[[ Data under study, beginning ]]
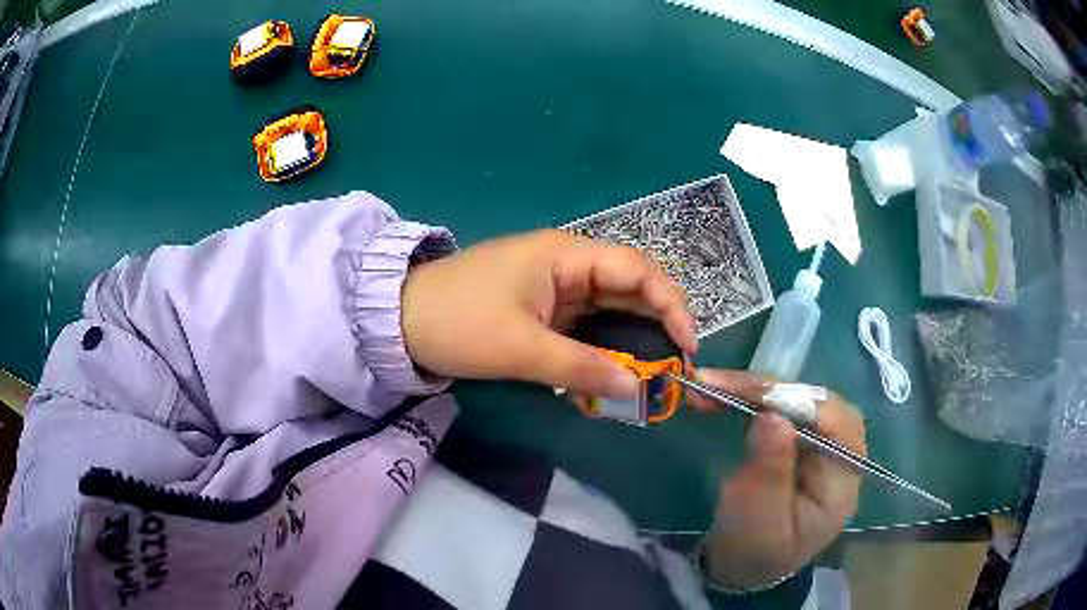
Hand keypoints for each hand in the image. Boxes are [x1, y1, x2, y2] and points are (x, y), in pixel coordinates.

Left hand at [401, 229, 696, 397]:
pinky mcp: (540, 309)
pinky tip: (612, 373)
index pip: (637, 270)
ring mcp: (552, 287)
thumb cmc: (459, 322)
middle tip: (676, 366)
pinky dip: (601, 348)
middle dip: (656, 324)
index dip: (671, 303)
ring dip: (630, 339)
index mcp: (566, 255)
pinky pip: (583, 325)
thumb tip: (635, 390)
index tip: (687, 345)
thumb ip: (581, 368)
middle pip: (628, 288)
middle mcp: (566, 264)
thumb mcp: (520, 348)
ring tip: (652, 374)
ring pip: (607, 309)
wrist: (398, 321)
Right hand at [690, 369, 864, 588]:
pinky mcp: (803, 441)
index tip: (749, 395)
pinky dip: (752, 400)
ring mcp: (823, 444)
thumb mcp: (758, 518)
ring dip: (754, 390)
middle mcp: (842, 454)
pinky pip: (783, 408)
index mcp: (843, 479)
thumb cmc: (753, 550)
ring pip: (798, 399)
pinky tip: (724, 395)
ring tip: (710, 385)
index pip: (834, 423)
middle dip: (768, 390)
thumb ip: (770, 469)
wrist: (745, 568)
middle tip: (716, 384)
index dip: (795, 402)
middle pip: (816, 402)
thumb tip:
[[ Data under study, end ]]
Instructions to follow: Write out the data above exactly, minus any images.

Exercise response:
Hand keypoints for each hand in the image. Boxes are [x1, y1, x2, y2] and points are (x, y), in pixel coordinates.

Left hand at [401, 229, 696, 397]:
pinky mcp: (540, 309)
pinky tip: (612, 373)
index pip: (637, 270)
ring mcp: (552, 287)
thumb cmc: (459, 322)
middle tip: (676, 366)
pinky dip: (601, 348)
middle dip: (656, 324)
index dip: (671, 303)
ring dip: (630, 339)
index mcp: (566, 255)
pinky pip: (583, 325)
thumb tip: (635, 390)
index tip: (687, 345)
thumb ip: (581, 368)
middle pip: (628, 288)
middle mcp: (566, 264)
thumb mcp: (520, 348)
ring tip: (652, 374)
ring pip: (607, 309)
wrist: (398, 321)
Right hand at [690, 369, 864, 588]:
pinky mcp: (803, 441)
index tip: (749, 395)
pinky dip: (752, 400)
ring mcp: (823, 444)
thumb mcp: (758, 518)
ring dip: (754, 390)
middle mcp: (842, 454)
pinky pip: (783, 408)
index mcp: (843, 479)
thumb cmc: (753, 550)
ring pip: (798, 399)
pinky tip: (724, 395)
ring tip: (710, 385)
index pip: (834, 423)
middle dip: (768, 390)
thumb ip: (770, 469)
wrist: (745, 568)
middle tip: (716, 384)
index dip: (795, 402)
middle pip: (816, 402)
thumb tip:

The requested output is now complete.